> _TASK_
Return the entries below exactly as written.

> _STORED DATA_
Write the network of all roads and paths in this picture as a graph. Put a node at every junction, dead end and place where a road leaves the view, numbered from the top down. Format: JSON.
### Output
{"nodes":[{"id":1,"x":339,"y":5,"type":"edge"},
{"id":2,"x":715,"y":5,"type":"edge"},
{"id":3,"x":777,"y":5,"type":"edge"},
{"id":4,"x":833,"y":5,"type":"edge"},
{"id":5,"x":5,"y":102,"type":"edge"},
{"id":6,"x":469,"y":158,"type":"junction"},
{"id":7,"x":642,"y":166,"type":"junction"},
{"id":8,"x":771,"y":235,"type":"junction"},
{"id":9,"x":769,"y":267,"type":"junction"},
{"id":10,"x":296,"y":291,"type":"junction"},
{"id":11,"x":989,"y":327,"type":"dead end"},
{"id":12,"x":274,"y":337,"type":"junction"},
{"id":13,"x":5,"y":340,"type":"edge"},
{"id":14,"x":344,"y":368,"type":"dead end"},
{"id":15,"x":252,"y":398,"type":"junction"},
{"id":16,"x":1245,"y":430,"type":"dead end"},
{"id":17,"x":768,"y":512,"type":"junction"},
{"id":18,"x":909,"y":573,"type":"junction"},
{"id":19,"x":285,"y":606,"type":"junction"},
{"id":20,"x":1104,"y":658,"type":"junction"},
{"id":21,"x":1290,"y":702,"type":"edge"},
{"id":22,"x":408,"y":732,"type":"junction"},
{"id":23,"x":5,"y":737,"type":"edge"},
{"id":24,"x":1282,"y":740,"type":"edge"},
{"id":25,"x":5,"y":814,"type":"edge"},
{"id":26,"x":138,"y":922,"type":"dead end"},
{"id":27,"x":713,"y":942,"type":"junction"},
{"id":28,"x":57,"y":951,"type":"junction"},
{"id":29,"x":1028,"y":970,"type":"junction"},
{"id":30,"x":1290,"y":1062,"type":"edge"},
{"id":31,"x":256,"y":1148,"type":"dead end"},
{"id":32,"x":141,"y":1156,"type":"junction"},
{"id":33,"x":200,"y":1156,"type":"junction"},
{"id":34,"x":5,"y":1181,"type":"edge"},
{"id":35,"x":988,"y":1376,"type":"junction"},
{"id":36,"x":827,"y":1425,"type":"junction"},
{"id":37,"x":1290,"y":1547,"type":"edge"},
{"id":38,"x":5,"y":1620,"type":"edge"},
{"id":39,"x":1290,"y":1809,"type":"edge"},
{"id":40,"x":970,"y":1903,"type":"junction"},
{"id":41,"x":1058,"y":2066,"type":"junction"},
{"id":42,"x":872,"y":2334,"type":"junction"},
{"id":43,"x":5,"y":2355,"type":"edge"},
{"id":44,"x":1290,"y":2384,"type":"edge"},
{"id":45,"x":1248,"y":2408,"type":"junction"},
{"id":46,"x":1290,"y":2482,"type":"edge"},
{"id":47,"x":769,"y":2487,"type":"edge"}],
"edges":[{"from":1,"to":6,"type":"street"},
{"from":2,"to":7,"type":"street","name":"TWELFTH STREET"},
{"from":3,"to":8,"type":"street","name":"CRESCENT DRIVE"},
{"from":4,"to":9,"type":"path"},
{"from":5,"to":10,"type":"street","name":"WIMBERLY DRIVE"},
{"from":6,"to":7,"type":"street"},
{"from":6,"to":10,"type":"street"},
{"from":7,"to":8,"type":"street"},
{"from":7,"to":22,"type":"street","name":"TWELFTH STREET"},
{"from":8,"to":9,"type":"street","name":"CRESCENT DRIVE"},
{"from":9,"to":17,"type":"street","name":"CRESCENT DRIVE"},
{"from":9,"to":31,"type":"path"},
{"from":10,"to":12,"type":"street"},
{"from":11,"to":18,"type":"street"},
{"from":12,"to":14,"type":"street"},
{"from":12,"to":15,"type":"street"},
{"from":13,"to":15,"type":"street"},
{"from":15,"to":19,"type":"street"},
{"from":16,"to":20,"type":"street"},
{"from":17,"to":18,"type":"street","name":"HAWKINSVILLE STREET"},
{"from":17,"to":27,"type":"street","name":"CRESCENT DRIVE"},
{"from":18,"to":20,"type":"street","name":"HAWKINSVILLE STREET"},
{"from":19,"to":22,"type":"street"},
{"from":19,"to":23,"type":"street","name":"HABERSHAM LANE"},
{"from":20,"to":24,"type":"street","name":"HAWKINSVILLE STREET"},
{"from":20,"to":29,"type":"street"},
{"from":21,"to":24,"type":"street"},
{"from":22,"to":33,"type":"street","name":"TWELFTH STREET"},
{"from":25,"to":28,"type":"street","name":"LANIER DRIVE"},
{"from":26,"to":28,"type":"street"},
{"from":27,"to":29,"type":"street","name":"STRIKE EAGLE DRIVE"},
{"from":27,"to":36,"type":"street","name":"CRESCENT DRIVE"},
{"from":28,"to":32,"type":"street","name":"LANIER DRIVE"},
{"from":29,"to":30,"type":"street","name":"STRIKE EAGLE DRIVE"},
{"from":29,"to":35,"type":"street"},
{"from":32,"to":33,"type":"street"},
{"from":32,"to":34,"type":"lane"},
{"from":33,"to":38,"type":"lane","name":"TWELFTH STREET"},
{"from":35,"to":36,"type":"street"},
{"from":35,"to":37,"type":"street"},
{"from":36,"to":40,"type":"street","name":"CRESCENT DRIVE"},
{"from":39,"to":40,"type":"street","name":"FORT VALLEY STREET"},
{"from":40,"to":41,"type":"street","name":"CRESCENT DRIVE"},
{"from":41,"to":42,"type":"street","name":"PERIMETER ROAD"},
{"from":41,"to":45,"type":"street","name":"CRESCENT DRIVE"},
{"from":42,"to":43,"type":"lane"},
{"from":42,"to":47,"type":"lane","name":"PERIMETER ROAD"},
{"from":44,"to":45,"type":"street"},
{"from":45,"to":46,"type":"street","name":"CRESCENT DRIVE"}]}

> _ANSWER BOX_
Write the network of all roads and paths in this picture as a graph. Put a node at every junction, dead end and place where a road leaves the view, numbered from the top down. Format: JSON.
### Output
{"nodes":[{"id":1,"x":339,"y":5,"type":"edge"},
{"id":2,"x":715,"y":5,"type":"edge"},
{"id":3,"x":777,"y":5,"type":"edge"},
{"id":4,"x":833,"y":5,"type":"edge"},
{"id":5,"x":5,"y":102,"type":"edge"},
{"id":6,"x":469,"y":158,"type":"junction"},
{"id":7,"x":642,"y":166,"type":"junction"},
{"id":8,"x":771,"y":235,"type":"junction"},
{"id":9,"x":769,"y":267,"type":"junction"},
{"id":10,"x":296,"y":291,"type":"junction"},
{"id":11,"x":989,"y":327,"type":"dead end"},
{"id":12,"x":274,"y":337,"type":"junction"},
{"id":13,"x":5,"y":340,"type":"edge"},
{"id":14,"x":344,"y":368,"type":"dead end"},
{"id":15,"x":252,"y":398,"type":"junction"},
{"id":16,"x":1245,"y":430,"type":"dead end"},
{"id":17,"x":768,"y":512,"type":"junction"},
{"id":18,"x":909,"y":573,"type":"junction"},
{"id":19,"x":285,"y":606,"type":"junction"},
{"id":20,"x":1104,"y":658,"type":"junction"},
{"id":21,"x":1290,"y":702,"type":"edge"},
{"id":22,"x":408,"y":732,"type":"junction"},
{"id":23,"x":5,"y":737,"type":"edge"},
{"id":24,"x":1282,"y":740,"type":"edge"},
{"id":25,"x":5,"y":814,"type":"edge"},
{"id":26,"x":138,"y":922,"type":"dead end"},
{"id":27,"x":713,"y":942,"type":"junction"},
{"id":28,"x":57,"y":951,"type":"junction"},
{"id":29,"x":1028,"y":970,"type":"junction"},
{"id":30,"x":1290,"y":1062,"type":"edge"},
{"id":31,"x":256,"y":1148,"type":"dead end"},
{"id":32,"x":141,"y":1156,"type":"junction"},
{"id":33,"x":200,"y":1156,"type":"junction"},
{"id":34,"x":5,"y":1181,"type":"edge"},
{"id":35,"x":988,"y":1376,"type":"junction"},
{"id":36,"x":827,"y":1425,"type":"junction"},
{"id":37,"x":1290,"y":1547,"type":"edge"},
{"id":38,"x":5,"y":1620,"type":"edge"},
{"id":39,"x":1290,"y":1809,"type":"edge"},
{"id":40,"x":970,"y":1903,"type":"junction"},
{"id":41,"x":1058,"y":2066,"type":"junction"},
{"id":42,"x":872,"y":2334,"type":"junction"},
{"id":43,"x":5,"y":2355,"type":"edge"},
{"id":44,"x":1290,"y":2384,"type":"edge"},
{"id":45,"x":1248,"y":2408,"type":"junction"},
{"id":46,"x":1290,"y":2482,"type":"edge"},
{"id":47,"x":769,"y":2487,"type":"edge"}],
"edges":[{"from":1,"to":6,"type":"street"},
{"from":2,"to":7,"type":"street","name":"TWELFTH STREET"},
{"from":3,"to":8,"type":"street","name":"CRESCENT DRIVE"},
{"from":4,"to":9,"type":"path"},
{"from":5,"to":10,"type":"street","name":"WIMBERLY DRIVE"},
{"from":6,"to":7,"type":"street"},
{"from":6,"to":10,"type":"street"},
{"from":7,"to":8,"type":"street"},
{"from":7,"to":22,"type":"street","name":"TWELFTH STREET"},
{"from":8,"to":9,"type":"street","name":"CRESCENT DRIVE"},
{"from":9,"to":17,"type":"street","name":"CRESCENT DRIVE"},
{"from":9,"to":31,"type":"path"},
{"from":10,"to":12,"type":"street"},
{"from":11,"to":18,"type":"street"},
{"from":12,"to":14,"type":"street"},
{"from":12,"to":15,"type":"street"},
{"from":13,"to":15,"type":"street"},
{"from":15,"to":19,"type":"street"},
{"from":16,"to":20,"type":"street"},
{"from":17,"to":18,"type":"street","name":"HAWKINSVILLE STREET"},
{"from":17,"to":27,"type":"street","name":"CRESCENT DRIVE"},
{"from":18,"to":20,"type":"street","name":"HAWKINSVILLE STREET"},
{"from":19,"to":22,"type":"street"},
{"from":19,"to":23,"type":"street","name":"HABERSHAM LANE"},
{"from":20,"to":24,"type":"street","name":"HAWKINSVILLE STREET"},
{"from":20,"to":29,"type":"street"},
{"from":21,"to":24,"type":"street"},
{"from":22,"to":33,"type":"street","name":"TWELFTH STREET"},
{"from":25,"to":28,"type":"street","name":"LANIER DRIVE"},
{"from":26,"to":28,"type":"street"},
{"from":27,"to":29,"type":"street","name":"STRIKE EAGLE DRIVE"},
{"from":27,"to":36,"type":"street","name":"CRESCENT DRIVE"},
{"from":28,"to":32,"type":"street","name":"LANIER DRIVE"},
{"from":29,"to":30,"type":"street","name":"STRIKE EAGLE DRIVE"},
{"from":29,"to":35,"type":"street"},
{"from":32,"to":33,"type":"street"},
{"from":32,"to":34,"type":"lane"},
{"from":33,"to":38,"type":"lane","name":"TWELFTH STREET"},
{"from":35,"to":36,"type":"street"},
{"from":35,"to":37,"type":"street"},
{"from":36,"to":40,"type":"street","name":"CRESCENT DRIVE"},
{"from":39,"to":40,"type":"street","name":"FORT VALLEY STREET"},
{"from":40,"to":41,"type":"street","name":"CRESCENT DRIVE"},
{"from":41,"to":42,"type":"street","name":"PERIMETER ROAD"},
{"from":41,"to":45,"type":"street","name":"CRESCENT DRIVE"},
{"from":42,"to":43,"type":"lane"},
{"from":42,"to":47,"type":"lane","name":"PERIMETER ROAD"},
{"from":44,"to":45,"type":"street"},
{"from":45,"to":46,"type":"street","name":"CRESCENT DRIVE"}]}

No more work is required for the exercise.